#### [TASK TO CARRY OUT]
All of the data should be restated word for word.

═════ SUPPLIED MATERIAL ═════

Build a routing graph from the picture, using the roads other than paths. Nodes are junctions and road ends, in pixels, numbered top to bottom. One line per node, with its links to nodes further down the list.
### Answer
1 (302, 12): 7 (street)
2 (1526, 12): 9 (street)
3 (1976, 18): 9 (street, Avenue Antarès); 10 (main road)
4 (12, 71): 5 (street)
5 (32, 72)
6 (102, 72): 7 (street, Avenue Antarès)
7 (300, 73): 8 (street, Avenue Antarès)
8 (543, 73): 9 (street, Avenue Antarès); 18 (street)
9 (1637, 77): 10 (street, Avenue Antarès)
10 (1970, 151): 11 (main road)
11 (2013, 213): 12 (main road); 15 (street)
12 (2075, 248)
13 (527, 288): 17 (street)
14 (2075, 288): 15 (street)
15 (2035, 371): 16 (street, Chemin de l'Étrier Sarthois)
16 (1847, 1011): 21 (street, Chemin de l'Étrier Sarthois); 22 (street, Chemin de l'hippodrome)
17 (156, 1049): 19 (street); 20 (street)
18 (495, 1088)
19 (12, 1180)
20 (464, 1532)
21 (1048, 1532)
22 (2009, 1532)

═════

#### [THE COMPLETED TASK]
Build a routing graph from the picture, using the roads other than paths. Nodes are junctions and road ends, in pixels, numbered top to bottom. One line per node, with its links to nodes further down the list.
### Answer
1 (302, 12): 7 (street)
2 (1526, 12): 9 (street)
3 (1976, 18): 9 (street, Avenue Antarès); 10 (main road)
4 (12, 71): 5 (street)
5 (32, 72)
6 (102, 72): 7 (street, Avenue Antarès)
7 (300, 73): 8 (street, Avenue Antarès)
8 (543, 73): 9 (street, Avenue Antarès); 18 (street)
9 (1637, 77): 10 (street, Avenue Antarès)
10 (1970, 151): 11 (main road)
11 (2013, 213): 12 (main road); 15 (street)
12 (2075, 248)
13 (527, 288): 17 (street)
14 (2075, 288): 15 (street)
15 (2035, 371): 16 (street, Chemin de l'Étrier Sarthois)
16 (1847, 1011): 21 (street, Chemin de l'Étrier Sarthois); 22 (street, Chemin de l'hippodrome)
17 (156, 1049): 19 (street); 20 (street)
18 (495, 1088)
19 (12, 1180)
20 (464, 1532)
21 (1048, 1532)
22 (2009, 1532)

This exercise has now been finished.